This is shaping up to be an election like no other
This is certainly shaping up to be an unusual and fascinating election in a number of respects.
In Northern Ireland, the overarching issue of Brexit has pushed parties to take strategic decisions that may not have been contemplated in different times.
This poll has been identified as an opportunity to maximise the Remain vote, which so far has not been fully represented at Westminster where the DUP has propped up successive Tory governments.
Their much-vaunted relationship with Boris Johnson counted for little when he agreed an Irish Sea border with the EU in the face of fierce objections from the DUP, whose candidates are now having to explain to their voters how they made such a mess of Brexit.
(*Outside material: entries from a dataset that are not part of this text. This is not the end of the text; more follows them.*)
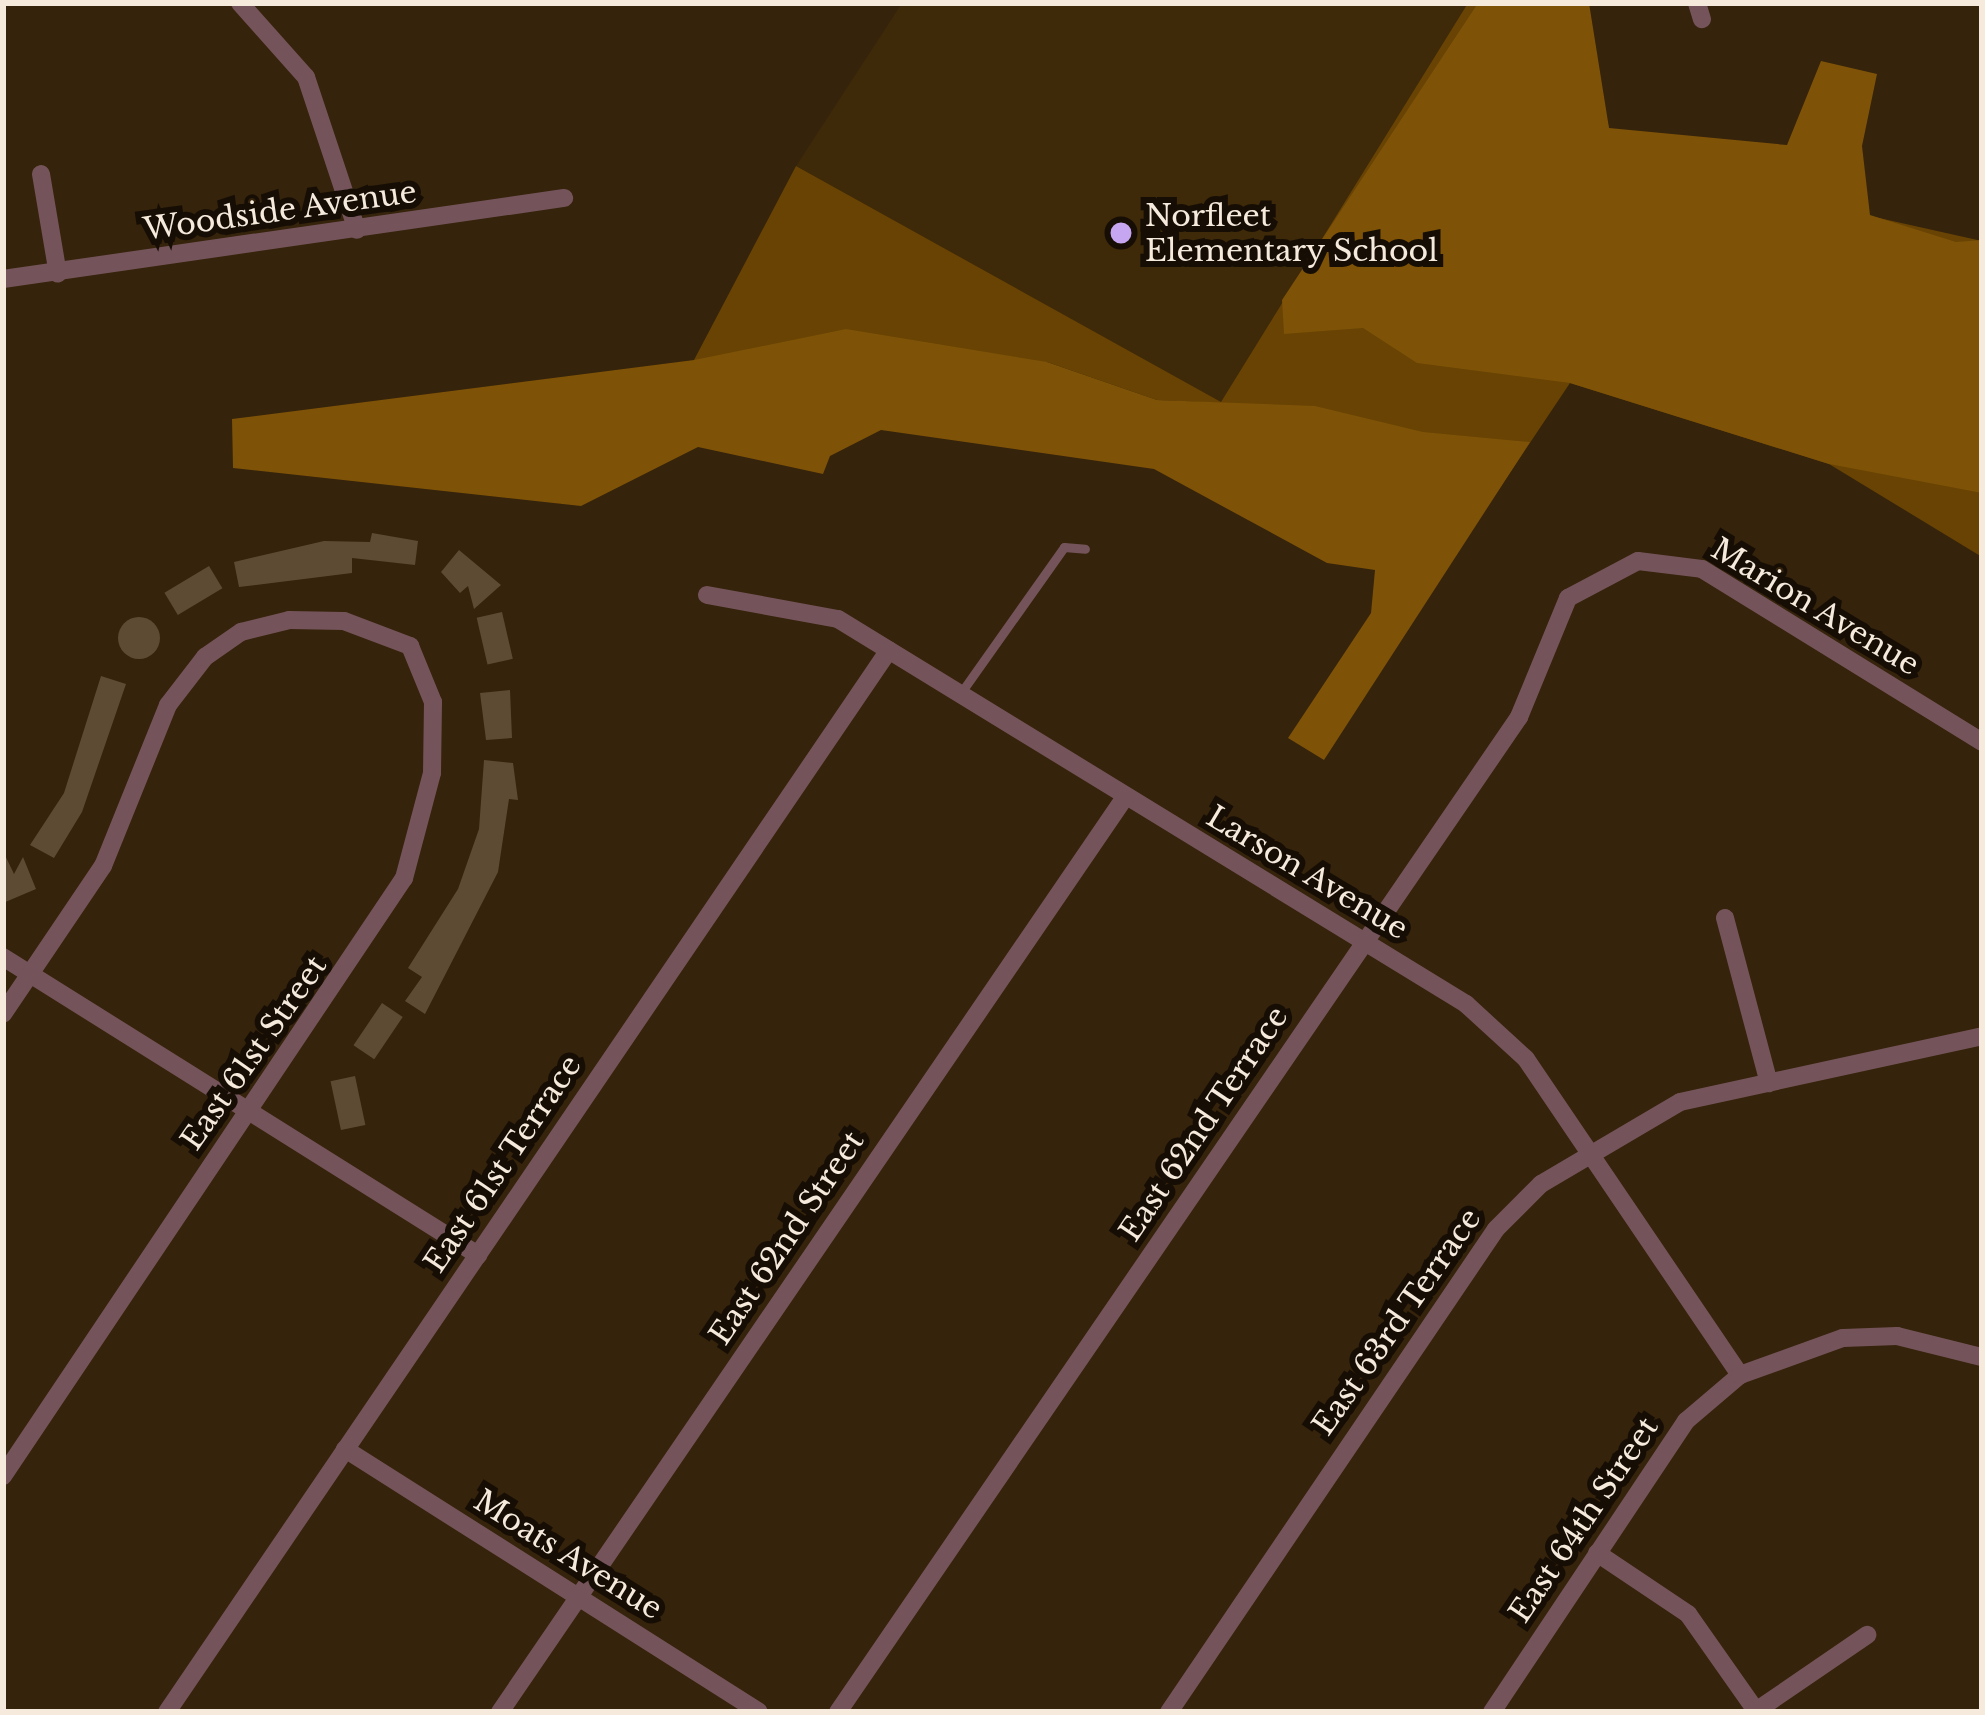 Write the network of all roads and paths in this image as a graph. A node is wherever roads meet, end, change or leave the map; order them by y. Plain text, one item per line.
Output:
1 (240, 3) edge
2 (41, 174) dead end
3 (564, 198) dead end
4 (357, 230) junction
5 (58, 274) junction
6 (3, 279) edge
7 (1085, 549) dead end
8 (1609, 572) joint
9 (707, 595) dead end
10 (889, 650) junction
11 (960, 694) junction
12 (1982, 742) edge
13 (1125, 797) junction
14 (1725, 919) dead end
15 (1364, 943) junction
16 (3, 957) edge
17 (30, 974) junction
18 (3, 1014) edge
19 (1982, 1036) edge
20 (1769, 1083) junction
21 (250, 1112) junction
22 (1587, 1149) junction
23 (478, 1255) junction
24 (1982, 1357) edge
25 (1740, 1375) junction
26 (345, 1449) junction
27 (3, 1476) edge
28 (1597, 1553) junction
29 (578, 1597) junction
30 (1868, 1635) dead end
31 (167, 1712) edge
32 (500, 1712) edge
33 (759, 1712) edge
34 (838, 1712) edge
35 (1168, 1712) edge
36 (1492, 1712) edge
37 (1756, 1712) edge

1 - 4 street
2 - 5 street
3 - 4 street, Woodside Avenue
4 - 5 street, Woodside Avenue
5 - 6 street, Woodside Avenue
7 - 11 lane
8 - 12 street, Marion Avenue
8 - 15 street, East 62nd Terrace
9 - 10 street, Larson Avenue
10 - 11 street, Larson Avenue
10 - 23 street, East 61st Terrace
11 - 13 street, Larson Avenue
13 - 15 street, Larson Avenue
13 - 29 street, East 62nd Street
14 - 20 street
15 - 22 street, Larson Avenue
15 - 34 street, East 62nd Terrace
16 - 17 street
17 - 18 street
17 - 21 street
17 - 21 street, East 61st Street
19 - 20 street, East 63rd Terrace
20 - 22 street, East 63rd Terrace
21 - 23 street
21 - 27 street, East 61st Street
22 - 25 street, Larson Avenue
22 - 35 street, East 63rd Terrace
23 - 26 street, East 61st Terrace
24 - 25 street
25 - 28 street, East 64th Street
26 - 29 street, Moats Avenue
26 - 31 street, East 61st Terrace
28 - 36 street, East 64th Street
28 - 37 street
29 - 32 street, East 62nd Street
29 - 33 street, Moats Avenue
30 - 37 street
As a result of the decisions by Remain parties, there is the possibility that a number of DUP MPs could lose their seats, with deputy leader Nigel Dodds at serious risk from a challenge by Sinn Féin's John Finucane.
The loss of a heavy hitter like Mr Dodds would be a major blow to the DUP although the party will be buoyed by the unexpected news that Lady Sylvia Hermon is stepping down in North Down.
Lady Hermon has been the lone Remain voice for Northern Ireland in the Commons and commanded cross-community support and respect for her passionate and unflinching stance in the face of at times outrageous conduct by the DUP.
Her vacant seat will be viewed as a significant prize by the DUP which has yet to decide who will contest Upper Bann where David Simpson has departed after a reported affair with a colleague.
And while there are always departures at election time, it is remarkable just how many high profile MPs, both Tory and Labour, have decided not to stand again.
For these parties, it is clear that a considerable number of representatives of the centre have, for whatever reason, had enough.
Included in that number is Tom Watson, deputy leader of the Labour party, whose resignation came as a political bombshell.
He insists his reasons are largely personal but the bitter divisions in the party have been all too evident under Jeremy Corbyn's leadership, which has seen a lurch further to the left.
With the campaign barely underway, it is already apparent that the make up of the next House of Commons will be very different from the last.